ABASTECIMENTO E SANEAMENTO NA PARAÍBA: do baixo investimento à privatização

Nota: Os dados mencionados neste artigo foram extraídos do Estudo Técnico de Indicadores Socioeconômicos e Ambientais das 20 Maiores Cidades da Paraíba — 2024, publicado pelo Tribunal de Contas do Estado da Paraíba em agosto de 2025. Esse estudo se baseou nos números nos levantamentos do SINISA (Sistema Nacional de Informações em Saneamento Básico) de 2024, ano-base 2023.
Quase 90% do território da Paraíba está no semiárido. Dos 223 municípios paraibanos, 170 estão localizados nessa área. São mais de 2 milhões de pessoas obrigadas a conviver com secas prolongadas e com a falta frequente de água. A economia mais afetada é a rural, por razões óbvias. Mas há um agravante que reclama soluções urgentes para os efeitos sociais e econômicos da seca e dos problemas de abastecimento: de acordo com o último Censo do IBGE, a taxa de urbanização da Paraíba foi de 75,37%.
Em 2023, quase 30% (28,2%) da população paraibana não tinha acesso adequado ao abastecimento de água, número que representa quase o dobro da média nacional (16,87%).
A situação é ainda mais grave quando observamos os dados referentes ao saneamento básico. Mais de 40% da população paraibana não tinha acesso à rede de esgoto. Quando comparamos esse número com a média nacional, temos uma ideia do quanto ficamos para trás nos últimos anos em termos de saneamento. Os índices nacionais de cobertura dão uma dimensão da posição preocupante da Paraíba. Mesmo quando comparado aos nossos vizinhos nordestinos, o estado apresenta resultados ruins. No Nordeste, 26,3% da população não tem acesso à rede de esgoto, número bem abaixo do registrado na Paraíba.
Uma comparação é válida aqui. Enquanto a Paraíba ocupa a 16ª posição considerando o número de domicílios com acesso à rede coletora de esgoto, João Pessoa aparece entre as capitais com melhores indicadores de saneamento básico. No Ranking do Saneamento 2024, do Instituto Trata Brasil, elaborado com dados de 2022, a capital possuía 100% de atendimento de água e 89,12% de atendimento de coleta de esgoto, figurando entre as capitais nordestinas mais bem posicionadas no levantamento.
Ou seja, se excluirmos João Pessoa da média estadual, a situação da Paraíba se agrava ainda mais nesse quesito, sobretudo se considerarmos a precisão das informações provenientes dos menores municípios.
Como o Governo da Paraíba tem enfrentado esse problema, sobretudo nos últimos oito anos?
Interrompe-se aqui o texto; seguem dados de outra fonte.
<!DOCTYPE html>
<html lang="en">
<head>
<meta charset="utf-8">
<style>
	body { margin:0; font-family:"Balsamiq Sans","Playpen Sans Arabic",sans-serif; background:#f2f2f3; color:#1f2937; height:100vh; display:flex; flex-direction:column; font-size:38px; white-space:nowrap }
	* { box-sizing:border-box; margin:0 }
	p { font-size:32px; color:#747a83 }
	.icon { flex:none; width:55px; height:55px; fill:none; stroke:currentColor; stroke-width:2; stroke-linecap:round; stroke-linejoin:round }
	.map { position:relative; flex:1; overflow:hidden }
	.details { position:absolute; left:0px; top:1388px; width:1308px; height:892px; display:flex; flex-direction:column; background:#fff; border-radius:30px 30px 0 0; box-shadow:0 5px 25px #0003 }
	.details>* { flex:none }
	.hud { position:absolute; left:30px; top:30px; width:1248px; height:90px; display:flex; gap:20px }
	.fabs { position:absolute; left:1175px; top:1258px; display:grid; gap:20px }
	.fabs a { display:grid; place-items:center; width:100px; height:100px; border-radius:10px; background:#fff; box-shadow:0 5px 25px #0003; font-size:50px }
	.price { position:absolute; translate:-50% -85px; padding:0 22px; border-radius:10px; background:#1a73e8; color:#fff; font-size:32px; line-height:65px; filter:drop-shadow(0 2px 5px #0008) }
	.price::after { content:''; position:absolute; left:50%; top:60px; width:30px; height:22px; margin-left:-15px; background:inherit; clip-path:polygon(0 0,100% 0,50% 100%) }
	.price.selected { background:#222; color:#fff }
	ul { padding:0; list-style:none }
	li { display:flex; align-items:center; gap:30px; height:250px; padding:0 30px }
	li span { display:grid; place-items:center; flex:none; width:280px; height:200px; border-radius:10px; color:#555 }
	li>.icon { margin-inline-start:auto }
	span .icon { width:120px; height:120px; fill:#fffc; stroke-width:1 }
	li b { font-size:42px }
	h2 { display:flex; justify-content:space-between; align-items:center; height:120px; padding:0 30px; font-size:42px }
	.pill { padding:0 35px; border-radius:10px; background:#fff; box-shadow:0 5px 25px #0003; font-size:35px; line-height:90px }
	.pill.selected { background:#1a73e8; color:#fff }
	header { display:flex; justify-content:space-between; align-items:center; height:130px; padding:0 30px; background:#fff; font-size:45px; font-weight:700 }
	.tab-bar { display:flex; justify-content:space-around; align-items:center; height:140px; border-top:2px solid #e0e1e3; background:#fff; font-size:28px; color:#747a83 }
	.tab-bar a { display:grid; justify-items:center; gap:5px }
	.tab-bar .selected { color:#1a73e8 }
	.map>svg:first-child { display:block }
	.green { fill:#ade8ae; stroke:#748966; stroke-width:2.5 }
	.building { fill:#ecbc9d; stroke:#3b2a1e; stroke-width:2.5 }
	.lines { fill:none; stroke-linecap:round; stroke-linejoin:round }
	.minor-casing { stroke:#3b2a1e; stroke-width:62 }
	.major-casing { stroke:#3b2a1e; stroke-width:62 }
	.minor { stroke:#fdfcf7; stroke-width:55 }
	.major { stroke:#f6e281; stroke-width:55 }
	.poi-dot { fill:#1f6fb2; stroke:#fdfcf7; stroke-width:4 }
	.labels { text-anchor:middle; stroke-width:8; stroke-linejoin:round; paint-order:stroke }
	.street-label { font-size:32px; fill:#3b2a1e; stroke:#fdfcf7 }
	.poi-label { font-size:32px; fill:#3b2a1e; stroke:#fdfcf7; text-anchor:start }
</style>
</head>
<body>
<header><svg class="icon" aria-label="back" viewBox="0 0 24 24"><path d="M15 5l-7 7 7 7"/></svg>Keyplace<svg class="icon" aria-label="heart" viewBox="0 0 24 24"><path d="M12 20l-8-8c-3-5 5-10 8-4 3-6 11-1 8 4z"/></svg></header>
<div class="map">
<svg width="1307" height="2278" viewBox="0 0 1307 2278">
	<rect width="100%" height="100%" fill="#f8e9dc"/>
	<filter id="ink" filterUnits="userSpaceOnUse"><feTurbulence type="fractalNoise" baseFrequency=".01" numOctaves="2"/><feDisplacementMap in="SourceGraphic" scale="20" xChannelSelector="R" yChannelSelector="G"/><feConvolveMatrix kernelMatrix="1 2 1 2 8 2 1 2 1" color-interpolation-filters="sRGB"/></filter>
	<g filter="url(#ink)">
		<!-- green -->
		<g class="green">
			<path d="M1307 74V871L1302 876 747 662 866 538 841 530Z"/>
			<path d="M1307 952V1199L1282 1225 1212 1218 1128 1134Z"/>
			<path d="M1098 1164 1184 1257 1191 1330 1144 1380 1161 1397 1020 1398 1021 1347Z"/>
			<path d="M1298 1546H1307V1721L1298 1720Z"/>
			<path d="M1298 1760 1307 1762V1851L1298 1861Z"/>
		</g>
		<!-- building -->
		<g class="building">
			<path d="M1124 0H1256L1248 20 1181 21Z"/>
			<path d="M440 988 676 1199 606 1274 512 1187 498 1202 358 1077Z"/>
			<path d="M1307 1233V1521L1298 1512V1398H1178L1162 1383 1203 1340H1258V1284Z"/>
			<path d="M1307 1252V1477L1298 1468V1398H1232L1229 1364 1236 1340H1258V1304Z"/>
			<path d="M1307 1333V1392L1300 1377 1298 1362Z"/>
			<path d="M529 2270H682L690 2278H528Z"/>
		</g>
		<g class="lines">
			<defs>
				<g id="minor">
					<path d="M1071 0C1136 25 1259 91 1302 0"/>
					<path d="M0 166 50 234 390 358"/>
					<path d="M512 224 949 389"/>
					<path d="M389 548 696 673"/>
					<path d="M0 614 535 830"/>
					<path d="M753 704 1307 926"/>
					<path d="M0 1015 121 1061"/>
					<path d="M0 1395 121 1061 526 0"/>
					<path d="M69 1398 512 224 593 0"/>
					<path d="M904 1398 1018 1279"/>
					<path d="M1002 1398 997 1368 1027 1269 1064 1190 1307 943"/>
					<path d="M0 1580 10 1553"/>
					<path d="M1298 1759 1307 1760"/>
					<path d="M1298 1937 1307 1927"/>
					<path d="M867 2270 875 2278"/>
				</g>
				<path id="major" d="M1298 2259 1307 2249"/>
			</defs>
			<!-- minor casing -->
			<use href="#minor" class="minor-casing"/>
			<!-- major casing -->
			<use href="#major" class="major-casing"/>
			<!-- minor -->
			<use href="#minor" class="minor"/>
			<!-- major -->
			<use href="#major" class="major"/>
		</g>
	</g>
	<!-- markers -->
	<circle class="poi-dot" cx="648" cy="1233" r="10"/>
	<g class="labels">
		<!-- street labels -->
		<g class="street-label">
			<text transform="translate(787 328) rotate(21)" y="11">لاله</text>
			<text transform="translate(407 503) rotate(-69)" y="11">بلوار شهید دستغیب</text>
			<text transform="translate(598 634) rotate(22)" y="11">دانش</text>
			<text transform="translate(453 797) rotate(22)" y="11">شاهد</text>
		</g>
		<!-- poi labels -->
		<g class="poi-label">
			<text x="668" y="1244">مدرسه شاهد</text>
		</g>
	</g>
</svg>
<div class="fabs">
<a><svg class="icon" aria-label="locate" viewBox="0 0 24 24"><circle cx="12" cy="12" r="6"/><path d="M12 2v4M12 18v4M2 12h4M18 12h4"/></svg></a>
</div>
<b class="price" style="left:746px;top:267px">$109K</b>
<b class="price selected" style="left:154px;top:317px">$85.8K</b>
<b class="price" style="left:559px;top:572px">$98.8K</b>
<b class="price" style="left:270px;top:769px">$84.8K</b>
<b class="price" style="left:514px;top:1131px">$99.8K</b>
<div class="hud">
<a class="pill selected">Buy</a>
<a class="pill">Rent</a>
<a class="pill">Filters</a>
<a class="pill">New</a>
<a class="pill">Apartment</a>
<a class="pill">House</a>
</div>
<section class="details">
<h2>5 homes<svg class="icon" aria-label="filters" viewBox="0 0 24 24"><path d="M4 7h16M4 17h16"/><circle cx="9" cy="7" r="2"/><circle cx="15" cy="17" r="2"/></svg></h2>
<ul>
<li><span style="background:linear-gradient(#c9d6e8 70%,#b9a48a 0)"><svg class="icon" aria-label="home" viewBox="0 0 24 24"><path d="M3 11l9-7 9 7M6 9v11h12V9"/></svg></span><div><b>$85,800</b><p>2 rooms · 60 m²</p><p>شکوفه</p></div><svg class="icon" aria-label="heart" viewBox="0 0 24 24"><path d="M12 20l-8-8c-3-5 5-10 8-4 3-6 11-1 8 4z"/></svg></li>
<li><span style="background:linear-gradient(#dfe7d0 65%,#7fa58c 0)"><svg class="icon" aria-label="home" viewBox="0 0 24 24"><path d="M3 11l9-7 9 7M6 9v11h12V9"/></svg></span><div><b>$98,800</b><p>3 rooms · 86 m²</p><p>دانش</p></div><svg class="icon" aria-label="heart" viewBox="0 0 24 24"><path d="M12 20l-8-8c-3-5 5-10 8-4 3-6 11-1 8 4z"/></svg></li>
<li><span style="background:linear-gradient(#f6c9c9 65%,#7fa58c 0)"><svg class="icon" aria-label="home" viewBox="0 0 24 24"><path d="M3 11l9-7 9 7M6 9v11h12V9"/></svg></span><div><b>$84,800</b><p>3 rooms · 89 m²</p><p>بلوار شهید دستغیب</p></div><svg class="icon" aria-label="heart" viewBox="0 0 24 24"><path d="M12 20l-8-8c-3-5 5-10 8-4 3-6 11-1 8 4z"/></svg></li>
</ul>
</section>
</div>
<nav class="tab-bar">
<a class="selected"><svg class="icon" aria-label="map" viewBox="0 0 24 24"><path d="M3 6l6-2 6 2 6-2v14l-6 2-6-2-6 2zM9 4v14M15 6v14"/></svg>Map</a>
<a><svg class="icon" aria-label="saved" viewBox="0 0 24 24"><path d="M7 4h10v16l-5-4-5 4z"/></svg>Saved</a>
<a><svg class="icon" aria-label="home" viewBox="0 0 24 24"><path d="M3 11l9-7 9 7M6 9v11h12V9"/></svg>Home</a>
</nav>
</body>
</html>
Se considerarmos os números do estado nesse setor, eu diria que mal, muito mal.
O que explica esse desempenho do atual governo no setor de saneamento? O baixo investimento do governo do estado através da Cagepa, claramente insuficientes diante do déficit acumulado. Onde estão os recursos que deveriam ter sido investidos ao longo dos últimos oito anos e que poderiam ter reduzido esse atraso? Essa é uma das questões que precisam ser respondidas diante da sobra de caixa que o atual governo se jacta de ter acumulado.
O baixo investimento ajuda a entender por que o atual governo resolveu enveredar pelo obscuro caminho da privatização do saneamento básico na Paraíba, entregando um setor estratégico para o bem-estar dos paraibanos à iniciativa privada. É uma velha lógica empregada por governos que, para justificar a privatização de uma empresa ou de um serviço público, deixam de realizar os investimentos necessários, deteriorando sua capacidade de atendimento e, posteriormente, utilizando as próprias deficiências do serviço como argumento para sua transferência ao setor privado.